9. MÜSİAD, yüksek maliyetli altyapı yatırımları ve büyük ölçekli projelerin gerçekleştirilebilmesi yolunda, kamu ve özel sektör iş birliğinin (PPP) gündeme taşınmasını önemsemektedir.

Türkiye, iktisadi modelinin revize edilerek, verimlilik eksenli dönüşümünün sağlanması kısa dönemde proje odaklı istihdam stratejisinin geliştirilmesi, alt ve üst yapı çalışmaları, mega projeler vesilesiyle ve özel sektör marifetiyle büyümesine devam etmesi için kamunun özel sektör girişim ve yatırımlarına yol ve yön göstermesi gerekmektedir. Kamu, düzenleyicilik görevini yerine getirirken, stratejik sektörlerde özel sektörün elini taşın altına koymasını sağlayacak mevzuat düzenlemelerini hayata geçirmelidir.
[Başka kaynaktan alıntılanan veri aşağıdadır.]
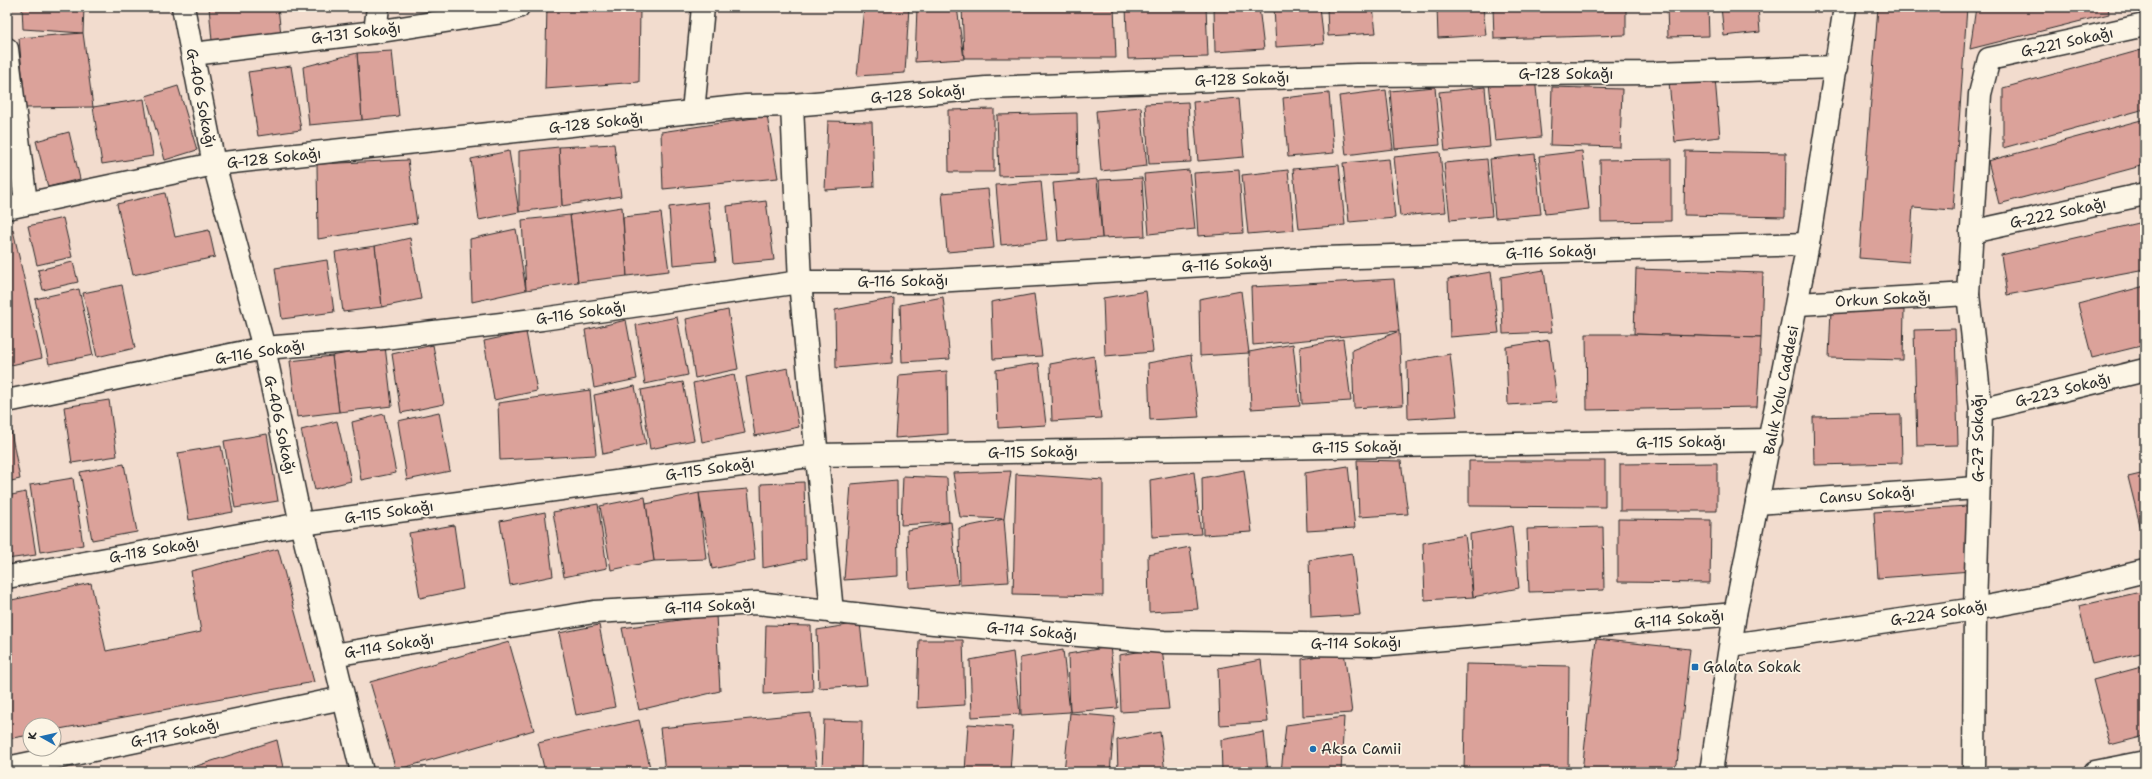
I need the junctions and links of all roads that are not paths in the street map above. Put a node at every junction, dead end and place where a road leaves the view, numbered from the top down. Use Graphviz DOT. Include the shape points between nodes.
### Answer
graph roads {
  1 [pos="183,7"];
  2 [pos="378,7"];
  3 [pos="518,7"];
  4 [pos="703,7"];
  5 [pos="1845,7"];
  6 [pos="2145,25"];
  7 [pos="375,32"];
  8 [pos="7,49"];
  9 [pos="193,54"];
  10 [pos="1989,59"];
  11 [pos="1837,67"];
  12 [pos="792,105"];
  13 [pos="693,112"];
  14 [pos="214,164"];
  15 [pos="2145,194"];
  16 [pos="16,206"];
  17 [pos="1971,232"];
  18 [pos="1808,244"];
  19 [pos="800,282"];
  20 [pos="1968,294"];
  21 [pos="1798,304"];
  22 [pos="264,348"];
  23 [pos="2145,370"];
  24 [pos="7,401"];
  25 [pos="1980,410"];
  26 [pos="1771,440"];
  27 [pos="817,455"];
  28 [pos="1977,488"];
  29 [pos="1758,503"];
  30 [pos="301,524"];
  31 [pos="2145,571"];
  32 [pos="7,577"];
  33 [pos="1975,608"];
  34 [pos="832,612"];
  35 [pos="1735,614"];
  36 [pos="1731,645"];
  37 [pos="333,655"];
  38 [pos="343,698"];
  39 [pos="2145,762"];
  40 [pos="7,768"];
  41 [pos="362,772"];
  42 [pos="1711,772"];
  43 [pos="1974,772"];
  44 [pos="2095,772"];
  1 -- 9 [label="street, G-406 Sokağı"];
  2 -- 7 [label="street"];
  3 -- 7 [label="street, G-131 Sokağı" via="503,12"];
  4 -- 13 [label="street"];
  5 -- 11 [label="street, Balık Yolu Caddesi"];
  6 -- 10 [label="street, G-221 Sokağı"];
  7 -- 9 [label="street, G-131 Sokağı"];
  8 -- 16 [label="street"];
  9 -- 14 [label="street, G-406 Sokağı"];
  10 -- 17 [label="street, G-27 Sokağı" via="1980,94"];
  11 -- 12 [label="street, G-128 Sokağı" via="1654,73 1356,75 1009,87"];
  11 -- 18 [label="street, Balık Yolu Caddesi"];
  12 -- 13 [label="street, G-128 Sokağı" via="746,106"];
  12 -- 19 [label="street"];
  13 -- 14 [label="street, G-128 Sokağı"];
  14 -- 16 [label="street, G-128 Sokağı"];
  14 -- 22 [label="street, G-406 Sokağı"];
  15 -- 17 [label="street, G-222 Sokağı"];
  17 -- 20 [label="street, G-27 Sokağı"];
  18 -- 19 [label="street, G-116 Sokağı" via="1323,258 918,282"];
  18 -- 21 [label="street, Balık Yolu Caddesi"];
  19 -- 22 [label="street, G-116 Sokağı" via="527,321 384,338"];
  19 -- 27 [label="street"];
  20 -- 21 [label="street, Orkun Sokağı"];
  20 -- 25 [label="street, G-27 Sokağı"];
  21 -- 26 [label="street, Balık Yolu Caddesi"];
  22 -- 24 [label="street, G-116 Sokağı"];
  22 -- 30 [label="street, G-406 Sokağı"];
  23 -- 25 [label="street, G-223 Sokağı"];
  25 -- 28 [label="street, G-27 Sokağı"];
  26 -- 27 [label="street, G-115 Sokağı"];
  26 -- 29 [label="street, Balık Yolu Caddesi"];
  27 -- 30 [label="street, G-115 Sokağı"];
  27 -- 34 [label="street"];
  28 -- 29 [label="street, Cansu Sokağı"];
  28 -- 33 [label="street, G-27 Sokağı"];
  29 -- 35 [label="street, Balık Yolu Caddesi"];
  30 -- 32 [label="street, G-118 Sokağı"];
  30 -- 37 [label="street, G-406 Sokağı"];
  31 -- 33 [label="street, G-224 Sokağı" via="2044,596"];
  33 -- 36 [label="street, G-224 Sokağı"];
  33 -- 43 [label="street, G-27 Sokağı"];
  34 -- 35 [label="street, G-114 Sokağı" via="1164,642 1375,645"];
  34 -- 37 [label="street, G-114 Sokağı" via="757,603 594,612"];
  35 -- 36 [label="street, Balık Yolu Caddesi"];
  36 -- 42 [label="street, Balık Yolu Caddesi"];
  37 -- 38 [label="street, G-406 Sokağı"];
  38 -- 40 [label="street, G-117 Sokağı"];
  38 -- 41 [label="street, G-406 Sokağı"];
  39 -- 44 [label="street"];
}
MÜSİAD, kuruluşundan bu yana geçen 20 yılda gösterdiği gibi; ülkemizin yararına olduğunu düşündüğü her çabayı destekleyeceğini açıkça beyan etmektedir. Toplumumuzun, yüksek ahlak ve yüksek teknoloji anlayışı ile gelişeceğine inanan derneğimiz, tüm dünyanın kurtuluşu olmayan çözümlerin, gerçek anlamda çözüm olmadığını yürekten benimsemektedir.